Then, if there is a frequency band that satisfies the howling condition, that band is detected as a
howling frequency band, and howling prevention is performed.
This makes it possible to automatically detect and prevent howling that occurs when the sound
volume is raised above a certain value in a PA (public address) system using a loudspeaker or a
microphone.
[0010]
BEST MODE FOR CARRYING OUT THE INVENTION An embodiment of the present invention will
be described below with reference to the drawings.
FIG. 1 is a block diagram showing a configuration example of a howling detection preventing
circuit according to the present invention and a loudspeaker incorporating the same.

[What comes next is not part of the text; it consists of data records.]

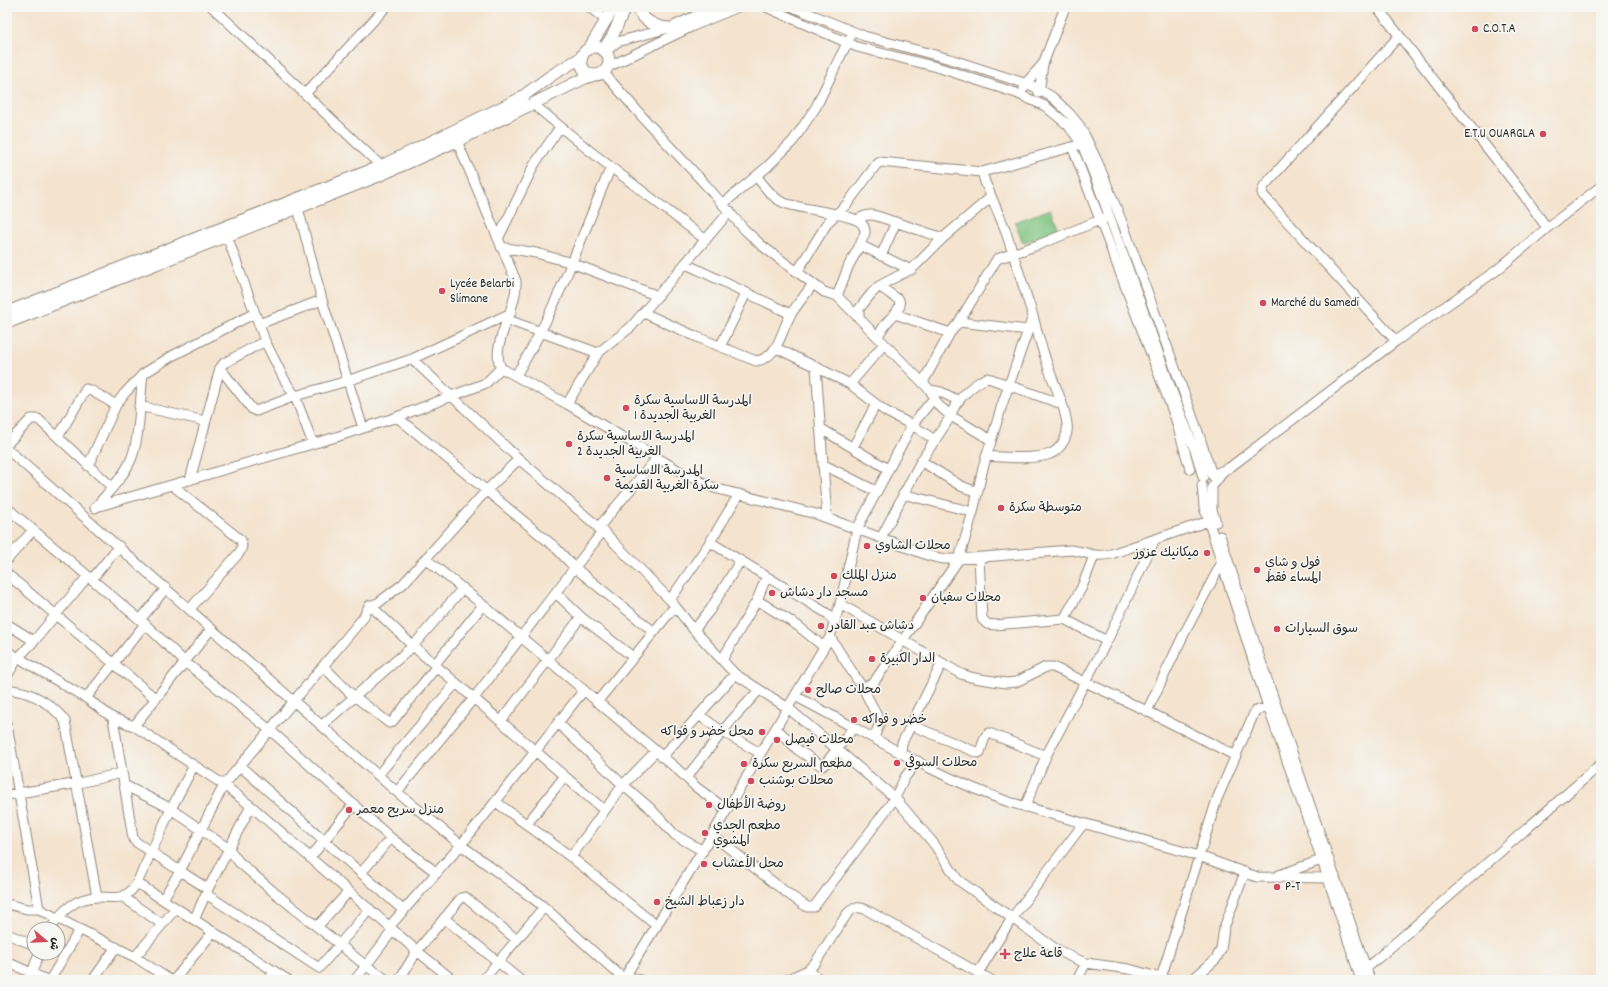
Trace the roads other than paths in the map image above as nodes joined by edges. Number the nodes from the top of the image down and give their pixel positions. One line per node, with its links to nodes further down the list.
1 (212, 7): 27 (street)
2 (386, 7): 27 (street)
3 (589, 7): 13 (street)
4 (614, 7): 13 (main road)
5 (624, 7): 20 (main road)
6 (636, 7): 15 (main road)
7 (715, 7): 15 (street)
8 (738, 7): 24 (street)
9 (766, 7): 18 (street)
10 (793, 7): 14 (street)
11 (1065, 7): 23 (street)
12 (1377, 7): 17 (street)
13 (606, 20): 21 (main road)
14 (835, 25): 16 (street); 18 (street)
15 (669, 28): 20 (street)
16 (852, 32): 19 (street); 25 (street)
17 (1399, 36): 49 (street); 86 (street)
18 (832, 37): 19 (street); 22 (street)
19 (848, 44): 22 (street); 28 (street)
20 (604, 51): 21 (main road); 24 (main road)
21 (585, 54): 24 (main road); 35 (main road)
22 (841, 55): 38 (street)
23 (1042, 64): 25 (street); 26 (street)
24 (602, 71): 30 (main road); 41 (street)
25 (1026, 83): 26 (street); 28 (street)
26 (1040, 89): 29 (street); 59 (street)
27 (305, 94): 35 (street)
28 (1021, 95): 29 (street)
29 (1035, 101): 33 (street)
30 (533, 104): 31 (street); 32 (main road)
31 (560, 127): 36 (street); 53 (street)
32 (457, 141): 42 (main road); 53 (street)
33 (1082, 144): 37 (street); 45 (street)
34 (1075, 154): 47 (street)
35 (381, 166): 69 (main road)
36 (611, 167): 52 (street); 57 (street)
37 (982, 172): 40 (street); 44 (street)
38 (756, 176): 41 (street); 44 (street)
39 (1601, 186): 49 (street)
40 (991, 197): 51 (street); 55 (street)
41 (723, 204): 43 (street)
42 (298, 208): 50 (main road); 68 (street)
43 (730, 212): 52 (street); 62 (street)
44 (835, 214): 46 (street); 62 (street)
45 (1110, 216): 47 (street); 60 (street)
46 (857, 220): 48 (street); 54 (street)
47 (1100, 220): 55 (street); 60 (street)
48 (896, 222): 51 (street); 56 (street)
49 (1547, 228): 86 (street)
50 (226, 236): 71 (street); 78 (main road)
51 (943, 238): 61 (street)
52 (706, 240): 58 (street)
53 (500, 243): 57 (street); 76 (street)
54 (860, 245): 56 (street); 67 (street)
55 (1014, 254): 75 (street); 79 (street)
56 (881, 256): 61 (street)
57 (572, 263): 66 (street); 82 (street)
58 (686, 264): 65 (street); 66 (street)
59 (1136, 264): 60 (street); 70 (street)
60 (1123, 268): 70 (street)
61 (910, 270): 64 (street)
62 (796, 272): 63 (street)
63 (813, 284): 67 (street); 73 (street)
64 (879, 286): 74 (street); 77 (street)
65 (746, 293): 73 (street); 87 (street)
66 (658, 296): 72 (street)
67 (837, 296): 77 (street)
68 (322, 300): 80 (street); 96 (street)
69 (7, 312)
70 (1145, 312): 103 (street); 111 (street)
71 (255, 313): 80 (street); 94 (street)
72 (644, 313): 87 (street); 89 (street)
73 (791, 314): 88 (street)
74 (895, 314): 83 (street); 84 (street)
75 (1033, 316): 81 (street); 107 (street)
76 (509, 317): 82 (street); 90 (street); 93 (street)
77 (859, 317): 84 (street)
78 (7, 322)
79 (958, 322): 81 (street); 83 (street)
80 (259, 324): 85 (street)
81 (1028, 330): 99 (street)
82 (541, 332): 89 (street); 95 (street)
83 (950, 333): 97 (street)
84 (881, 340): 97 (street); 98 (street)
85 (265, 341): 92 (street); 101 (street)
86 (1396, 341): 133 (street)
87 (721, 346): 88 (street)
88 (776, 348): 91 (street)
89 (598, 353): 105 (street)
90 (412, 359): 96 (street); 102 (street)
91 (816, 367): 98 (street); 116 (street)
92 (220, 368): 101 (street); 113 (street)
93 (501, 368): 95 (street); 102 (street)
94 (142, 374): 108 (street); 109 (street)
95 (516, 375): 105 (street)
96 (347, 381): 101 (street); 115 (street)
97 (923, 382): 100 (street)
98 (850, 384): 106 (street)
99 (1010, 385): 104 (street); 107 (street); 119 (street)
100 (932, 394): 104 (street); 110 (street); 114 (street)
101 (295, 396): 121 (street)
102 (450, 396): 112 (street); 126 (street)
103 (1181, 400): 111 (street); 128 (street)
104 (959, 401): 110 (street)
105 (567, 404): 125 (street)
106 (876, 404): 114 (street); 122 (street)
107 (1062, 404): 124 (street)
108 (116, 405): 117 (street); 130 (street)
109 (139, 406): 113 (street); 137 (street)
110 (951, 416): 118 (street); 119 (street)
111 (1179, 416): 132 (street); 135 (street)
112 (397, 417): 115 (street); 138 (street)
113 (205, 421): 134 (street)
114 (912, 425): 118 (street); 131 (street)
115 (363, 428): 121 (street)
116 (820, 428): 122 (street); 129 (street)
117 (58, 437): 120 (street); 130 (street)
118 (935, 440): 127 (street)
119 (991, 440): 124 (street)
120 (7, 444)
121 (313, 444): 134 (street)
122 (853, 447): 131 (street)
123 (7, 449): 146 (street)
124 (986, 456): 140 (street)
125 (657, 458): 141 (street); 151 (street)
126 (519, 459): 138 (street); 151 (street)
127 (921, 461): 140 (street); 142 (street)
128 (1208, 462): 133 (street); 135 (street)
129 (824, 465): 139 (street); 147 (street)
130 (88, 466): 137 (street)
131 (888, 469): 139 (street)
132 (1190, 469)
133 (1227, 469): 135 (street)
134 (190, 480): 136 (street)
135 (1209, 480): 148 (street)
136 (172, 485): 143 (street); 175 (street)
137 (112, 487): 143 (street)
138 (486, 490): 158 (street); 163 (street)
139 (876, 491): 149 (street)
140 (977, 492): 145 (street)
141 (739, 494): 147 (street); 154 (street)
142 (903, 494): 145 (street); 152 (street)
143 (96, 507): 146 (street)
144 (7, 508): 150 (street)
145 (973, 512): 159 (street)
146 (87, 518): 155 (street)
147 (827, 518): 149 (street)
148 (1211, 519): 153 (street); 162 (street); 276 (street)
149 (857, 529): 152 (street); 172 (street)
150 (33, 530): 160 (street); 165 (street)
151 (601, 530): 163 (street); 171 (street)
152 (881, 538): 159 (street)
153 (1155, 539): 156 (street); 188 (street)
154 (710, 542): 161 (street); 171 (street)
155 (118, 546): 165 (street); 167 (street)
156 (1094, 556): 157 (street); 178 (street)
157 (979, 557): 159 (street); 178 (street)
158 (426, 559): 168 (street); 173 (street)
159 (959, 559): 187 (street)
160 (7, 560)
161 (740, 561): 166 (street); 183 (street)
162 (1222, 562): 217 (street); 219 (street)
163 (574, 567): 169 (street); 184 (street)
164 (8, 578): 176 (street)
165 (90, 578): 176 (street); 179 (street)
166 (766, 578): 170 (street); 181 (street)
167 (166, 588): 175 (street); 179 (street)
168 (463, 588): 174 (street); 190 (street)
169 (556, 593): 177 (street); 186 (street)
170 (757, 600): 191 (street); 196 (street)
171 (673, 603): 183 (street); 184 (street)
172 (840, 604): 181 (street); 187 (street)
173 (370, 605): 190 (street); 201 (street)
174 (484, 605): 186 (street); 200 (street)
175 (190, 609): 182 (street)
176 (56, 615): 189 (street); 199 (street)
177 (581, 616): 193 (street); 195 (street)
178 (1064, 619): 188 (street)
179 (142, 622): 197 (street); 199 (street)
180 (7, 624): 189 (street)
181 (835, 624): 185 (street)
182 (211, 629): 197 (street); 215 (street)
183 (694, 630): 196 (street)
184 (654, 632): 193 (street)
185 (830, 636): 191 (street); 206 (street)
186 (521, 637): 195 (street); 213 (street)
187 (902, 640): 198 (street); 206 (street)
188 (1107, 641): 204 (street)
189 (34, 642): 194 (street)
190 (413, 646): 200 (street); 210 (street)
191 (824, 647): 211 (street)
192 (7, 651): 194 (street)
193 (633, 657): 216 (street)
194 (18, 658): 203 (street); 212 (street)
195 (548, 660): 208 (street); 222 (street)
196 (722, 660): 202 (street)
197 (185, 662): 214 (street); 230 (street)
198 (942, 663): 204 (street); 225 (street)
199 (114, 664): 212 (street); 214 (street)
200 (436, 665): 205 (street); 210 (street)
201 (323, 666): 210 (street); 215 (street)
202 (735, 674): 209 (street); 220 (street)
203 (7, 676)
204 (1086, 681): 219 (street); 238 (street)
205 (456, 682): 213 (street); 245 (street)
206 (863, 688): 232 (street)
207 (7, 689): 248 (street)
208 (584, 690): 216 (street); 223 (street)
209 (760, 690): 218 (street); 231 (street)
210 (354, 696): 227 (street)
211 (795, 696): 218 (street); 228 (street)
212 (86, 698): 221 (street)
213 (474, 698): 222 (street); 253 (street)
214 (156, 699): 226 (street)
215 (294, 702): 227 (street); 230 (street)
216 (597, 702): 237 (street)
217 (1268, 707): 239 (street); 276 (street)
218 (788, 708): 229 (street); 233 (street)
219 (1147, 711): 239 (street)
220 (699, 715): 231 (street); 237 (street)
221 (113, 718): 226 (street); 244 (street)
222 (501, 721): 234 (street)
223 (558, 723): 234 (street); 250 (street)
224 (7, 725): 252 (street)
225 (911, 725): 235 (street); 238 (street)
226 (134, 726): 242 (street)
227 (321, 726): 245 (street)
228 (854, 727): 232 (street); 233 (street)
229 (776, 728): 233 (street); 236 (street)
230 (270, 730): 243 (street); 257 (street)
231 (723, 732): 236 (street); 247 (street)
232 (874, 738): 235 (street)
233 (837, 749): 255 (street)
234 (536, 751): 246 (street); 256 (street)
235 (901, 752): 240 (street)
236 (760, 753): 262 (street)
237 (659, 754): 247 (street); 250 (street)
238 (1046, 756): 259 (street)
239 (1236, 756): 273 (street)
240 (918, 761): 255 (street); 259 (street)
241 (1601, 764): 322 (street)
242 (194, 765): 249 (street); 260 (street)
243 (240, 766): 249 (street); 268 (street)
244 (122, 773): 248 (street); 251 (street)
245 (378, 775): 253 (street)
246 (564, 776): 261 (street); 264 (street)
247 (686, 778): 262 (street)
248 (76, 783): 252 (street); 286 (street)
249 (224, 785): 258 (street); 265 (street)
250 (623, 785): 261 (street); 271 (street)
251 (124, 786): 260 (street); 272 (street)
252 (20, 792): 254 (street); 291 (street)
253 (397, 792): 269 (street)
254 (7, 795)
255 (895, 798): 266 (street); 297 (street)
256 (496, 802): 264 (street); 269 (street)
257 (354, 804): 267 (street); 268 (street)
258 (251, 806): 270 (street); 275 (street)
259 (1025, 807): 263 (street)
260 (171, 809): 265 (street); 272 (street)
261 (604, 810): 274 (street)
262 (727, 810): 266 (street)
263 (1084, 823): 273 (street); 297 (street)
264 (527, 824): 274 (street)
265 (202, 830): 270 (street); 277 (street)
266 (712, 835): 271 (street)
267 (391, 838): 279 (street); 280 (street)
268 (325, 841): 275 (street); 279 (street)
269 (461, 845): 280 (street); 290 (street)
270 (229, 849): 284 (street); 302 (street)
271 (703, 851): 301 (street)
272 (151, 852): 277 (street); 283 (street)
273 (1199, 856): 278 (street); 324 (street)
274 (571, 857): 301 (street)
275 (310, 858): 285 (street)
276 (1325, 859): 281 (street); 282 (street)
277 (180, 871): 284 (street); 288 (street)
278 (1244, 872): 282 (street); 342 (street)
279 (361, 873): 294 (street)
280 (437, 873): 294 (street)
281 (1331, 877): 282 (street); 322 (street)
282 (1272, 878)
283 (137, 883): 287 (street); 288 (street)
284 (207, 891): 298 (street); 309 (street)
285 (349, 891): 293 (street); 302 (street)
286 (97, 897): 287 (street); 295 (street)
287 (122, 897): 300 (street)
288 (163, 899): 292 (street)
289 (7, 904): 291 (street)
290 (544, 907): 307 (street); 323 (street)
291 (39, 908): 295 (street)
292 (176, 908): 298 (street); 300 (street)
293 (370, 909): 304 (street); 309 (street)
294 (404, 911): 304 (street)
295 (57, 917): 299 (street); 303 (street)
296 (444, 918): 307 (street); 311 (street); 316 (street)
297 (1012, 918): 315 (street); 320 (street)
298 (194, 920): 305 (street)
299 (55, 921)
300 (162, 924): 312 (street)
301 (657, 926): 323 (street)
302 (317, 927): 309 (street)
303 (80, 929): 310 (street); 325 (street)
304 (391, 929): 311 (street); 317 (street)
305 (213, 932): 318 (street); 328 (street)
306 (7, 934): 308 (street)
307 (517, 940): 316 (street)
308 (26, 942)
309 (341, 944): 317 (street)
310 (116, 947): 312 (street); 326 (street)
311 (418, 951): 333 (street); 334 (street)
312 (135, 957): 327 (street)
313 (36, 961): 319 (street)
314 (7, 962): 319 (street)
315 (1086, 963): 324 (street); 341 (street)
316 (498, 964): 335 (street); 336 (street)
317 (366, 965): 331 (street); 332 (street)
318 (275, 972): 329 (street); 330 (street)
319 (32, 973): 325 (street)
320 (978, 973): 321 (street); 340 (street)
321 (805, 974): 338 (street); 339 (street)
322 (1362, 974): 343 (street)
323 (624, 979): 337 (street)
324 (1164, 979)
325 (47, 980)
326 (93, 980)
327 (170, 980)
328 (174, 980)
329 (268, 980)
330 (288, 980)
331 (355, 980)
332 (387, 980)
333 (399, 980)
334 (453, 980)
335 (483, 980)
336 (520, 980)
337 (640, 980)
338 (786, 980)
339 (821, 980)
340 (991, 980)
341 (1078, 980)
342 (1192, 980)
343 (1370, 980)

The loudspeaker apparatus 100 shown in FIG. 1 includes a microphone 101, a microphone
amplifier 102 for amplifying and outputting an output signal of the microphone 101, and an A /
D converter (analog / digital converter) for analog / digital converting an output signal of the
microphone amplifier 102. 103) Howling detection / prevention circuit 1 performs signal
processing using the digital output of A / D converter 103 as an input signal and outputs the
signal processing result to D / A converter (digital / analog converter) 104, D / A A power
amplifier 105 amplifies the output signal of the converter 104 according to a gain whose gain is
arbitrarily set by the operator, and a speaker 106 driven by the output signal of the power
amplifier.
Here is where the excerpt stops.